Besides, the president isn’t a Cook Out newbie. He’s been here before. So let me — in a nonpartisan, all-shakes-are-better-when-blended-with-crunchy-candy kind of way — spin this mix of tangled retail politics, traffic angst and food-to-go debate into a new reality.
Five Places to Watch
The Triangle no longer is a collection of quaint towns, college campuses and a state capital weaved together by multi-lane highways and windy two-laners.
We’ve become an urban region. A syncretic city of cities. Where we grouse about traffic. Where we fuss about protecting our uniqueness — even as newcomers rush in and state-born businesses like Cook Out, Bojangles and Krispy Kreme spread beyond our borders.
Oh, it doesn’t mean our quaint towns and small cities have lost their charm.

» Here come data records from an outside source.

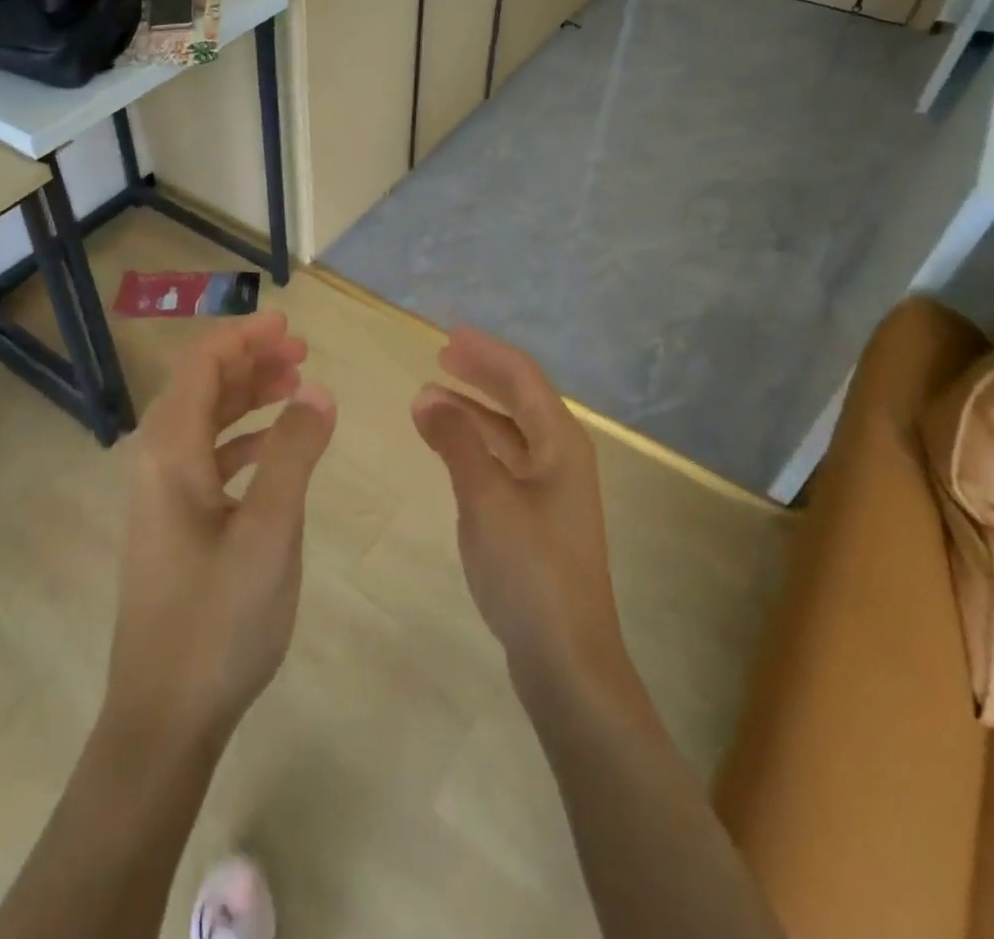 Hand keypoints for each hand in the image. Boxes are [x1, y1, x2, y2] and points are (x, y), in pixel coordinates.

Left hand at [103, 310, 335, 755]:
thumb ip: (293, 453)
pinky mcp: (175, 524)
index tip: (290, 324)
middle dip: (250, 362)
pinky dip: (244, 439)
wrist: (165, 716)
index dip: (244, 337)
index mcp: (170, 452)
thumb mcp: (270, 531)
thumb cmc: (218, 619)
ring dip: (248, 397)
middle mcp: (157, 463)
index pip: (202, 366)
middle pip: (202, 388)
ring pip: (206, 422)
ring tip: (296, 387)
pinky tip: (277, 448)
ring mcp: (163, 496)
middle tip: (302, 353)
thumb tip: (316, 390)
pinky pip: (209, 458)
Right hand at [412, 327, 637, 707]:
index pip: (522, 377)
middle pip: (520, 399)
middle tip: (441, 356)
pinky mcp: (539, 519)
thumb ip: (456, 441)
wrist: (566, 658)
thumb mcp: (485, 496)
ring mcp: (552, 490)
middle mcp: (562, 457)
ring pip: (510, 433)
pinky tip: (451, 449)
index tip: (448, 334)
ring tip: (432, 399)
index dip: (486, 351)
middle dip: (481, 375)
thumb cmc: (529, 568)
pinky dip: (476, 446)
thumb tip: (427, 396)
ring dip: (474, 412)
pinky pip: (504, 462)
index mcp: (560, 442) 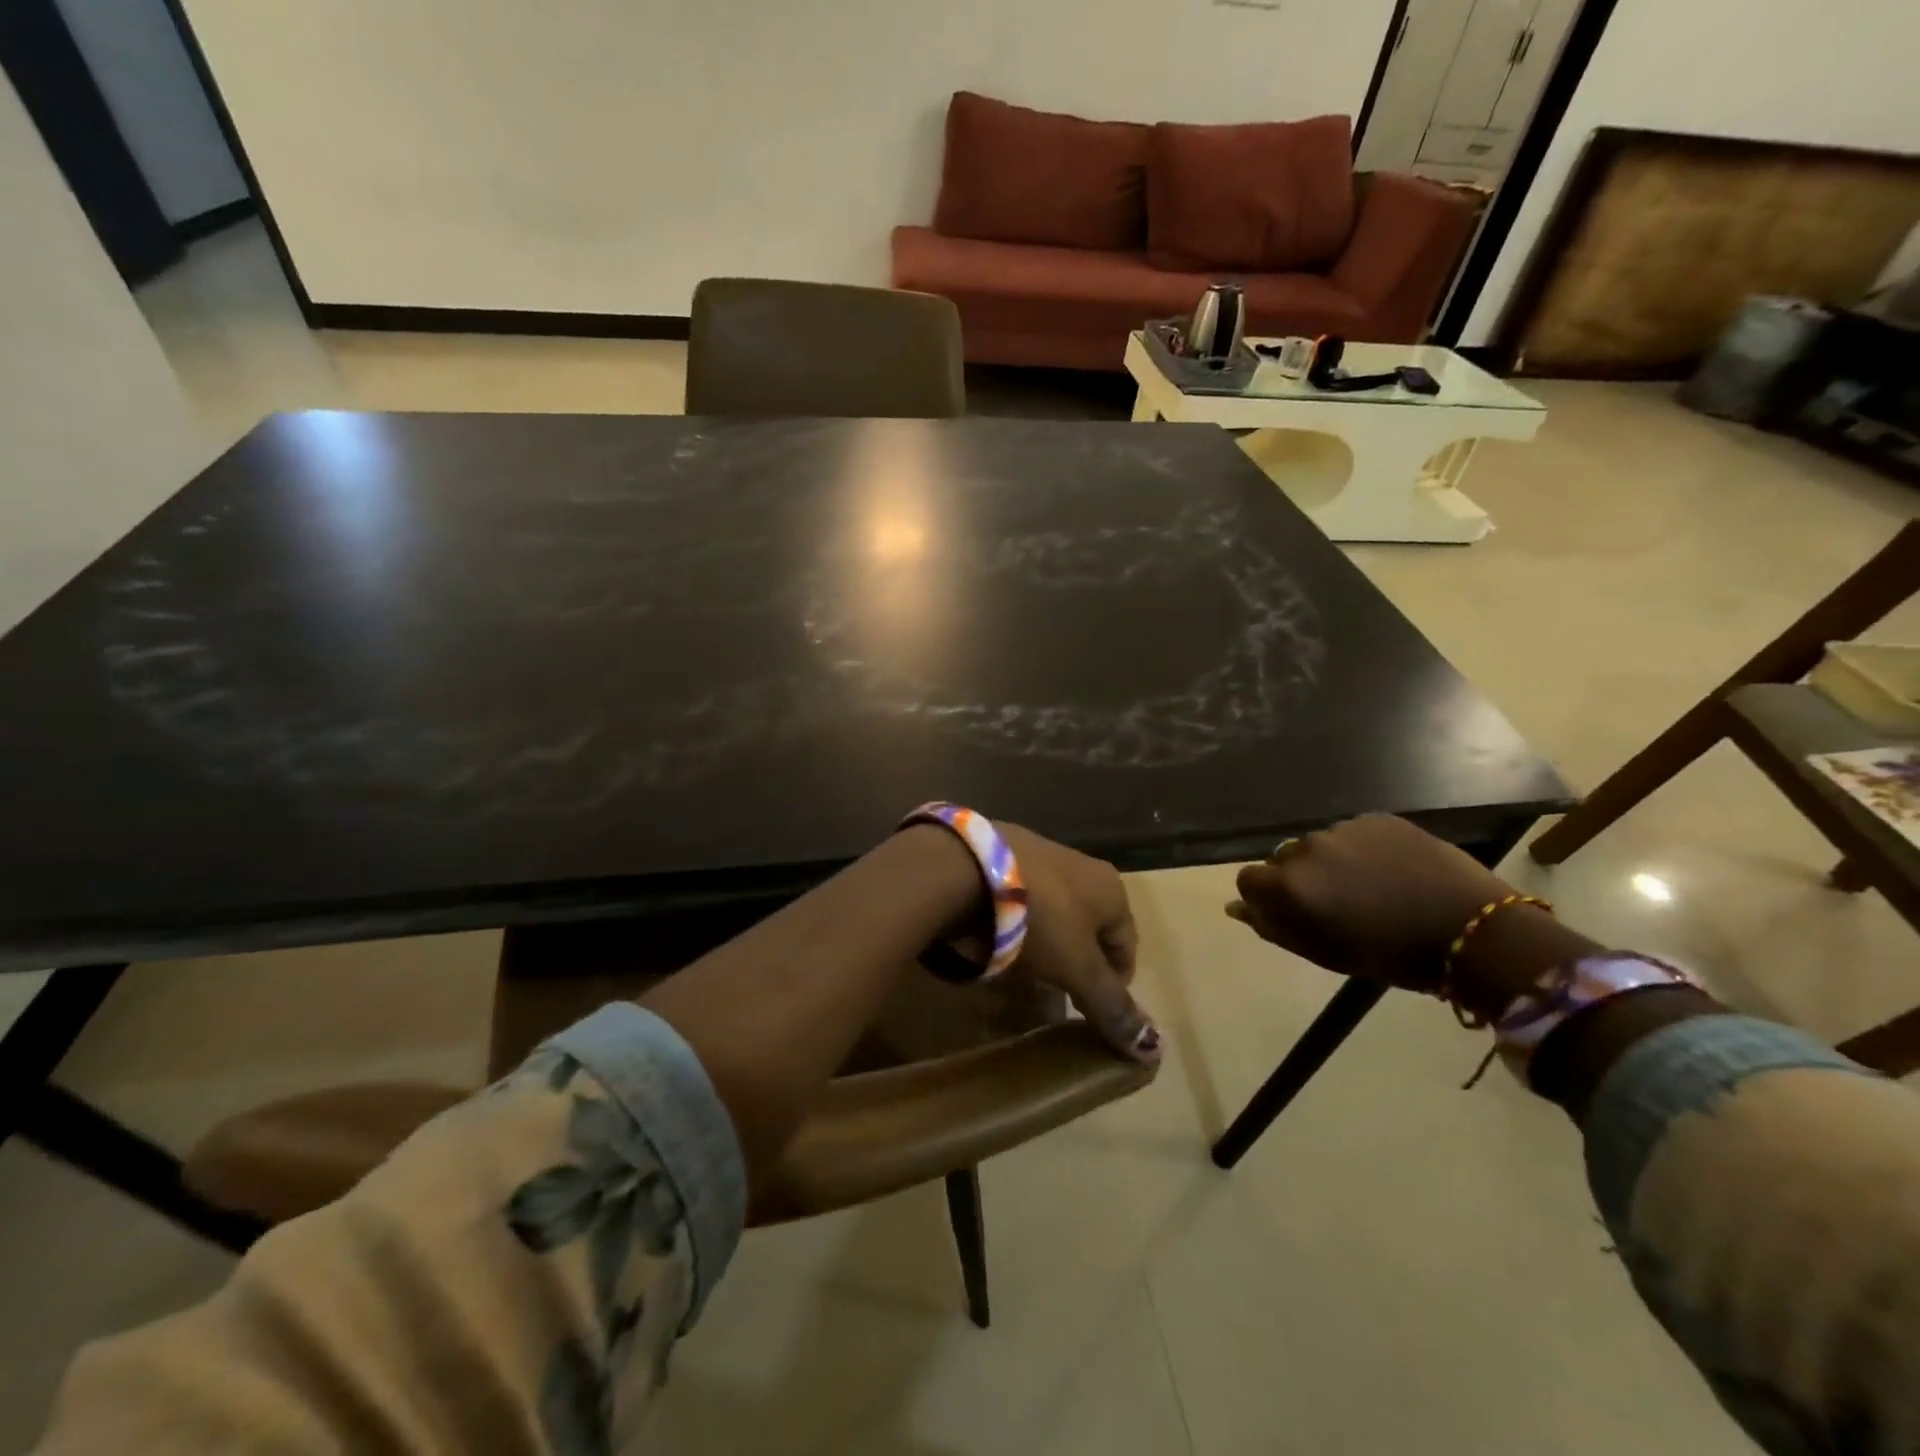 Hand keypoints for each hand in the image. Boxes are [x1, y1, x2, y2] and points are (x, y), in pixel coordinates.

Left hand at [998, 824, 1158, 1063]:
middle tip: (1057, 995)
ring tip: (1023, 973)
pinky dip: (1013, 925)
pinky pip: (1017, 902)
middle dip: (1076, 964)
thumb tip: (1154, 1048)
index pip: (1126, 944)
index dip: (1115, 982)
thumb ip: (1112, 1006)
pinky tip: (994, 943)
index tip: (1092, 1010)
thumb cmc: (1040, 920)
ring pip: (1052, 914)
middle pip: (1088, 928)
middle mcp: (1081, 865)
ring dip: (1044, 944)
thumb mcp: (1079, 969)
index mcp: (1110, 888)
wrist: (967, 868)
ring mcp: (1038, 855)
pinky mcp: (1000, 855)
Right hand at [1227, 815, 1512, 994]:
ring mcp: (1343, 828)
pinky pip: (1351, 833)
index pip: (1249, 879)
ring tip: (1366, 886)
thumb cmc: (1390, 955)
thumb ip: (1273, 926)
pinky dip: (1359, 849)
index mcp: (1290, 885)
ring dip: (1329, 863)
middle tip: (1334, 904)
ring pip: (1318, 845)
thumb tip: (1235, 907)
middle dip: (1298, 878)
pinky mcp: (1376, 818)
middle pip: (1283, 859)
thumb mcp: (1324, 952)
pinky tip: (1389, 870)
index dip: (1264, 897)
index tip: (1290, 913)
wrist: (1472, 930)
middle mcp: (1307, 848)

Try shifting lanes along the Chapel Hill-Durham stretch of I-40 and dare to tell me your BPM is under 100.
This is why it’s worth spending time with The N&O’s Five Places to Watch, our annual microscopic gaze on growth in the Triangle.
N&O editor Dave Hendrickson led this project that features stellar reporting from Brian Gordon, Tammy Grubb, Mary Helen Moore, Richard Stradling and Chantal Allam; and stunning visuals from Kaitlin McKeown, Travis Long, Scott Sharpe and Kevin Keister. It’s a veritable census block of journalists stretched across counties. And it’s a logistical challenge.
“One of the problems is that there are so many areas where things are happening that it’s hard to whittle down the list. At the same time, there are so many large, ongoing projects that it’s a challenge to avoid being repetitive,” Dave says.
The ‘Lars Look’
We launched The N&O’s Five Places to Watch in 2022 and continue to track these areas. An early favorite among readers was our profile of Moncure, an unincorporated area of Chatham County with 780 residents poised to become a megasite of statewide economic development.
(We’re also fond of the Moncure story because it launched the “Lars Look.” There he was, The N&O’s Lars Dolder, in a video reporting while wearing a hoodie under a blazer. Lars always dresses impeccably, but it gets cold in January. Lars, a beloved reporter and editor, recently took his suit-plus-vest style and talents to what a pool reporter might call an “urban-based publication near a bus terminal and an Applebee’s.” Of course, we’re proud of Lars as his career moves on to The New York Times.)
The 2024 Five Places will take you to areas familiar and intriguing. The changes coming to Raleigh’s east side, Durham’s American Tobacco campus and a Chapel Hill mall should interest longtime residents. In Pittsboro., you’ll witness how farmlands are turning into suburbs, including a project with a Disney touch.
Sometimes, the Triangle feels like a circle. We’re back in Moncure, reporting on how VinFast already is changing Chatham County, the Triangle and our state.
So many ribbon-cuttings to come. So many new roads to connect with crowded roads.
We’re growing, and that means grousing about the urbanity of it all.
Stay calm.
Or cast your vote for the Big Double burger served cheddar style + a corn dog + onion rings + a chocolate malt shake + Cook Out sauce.
Bill Church is executive editor of The News & Observer.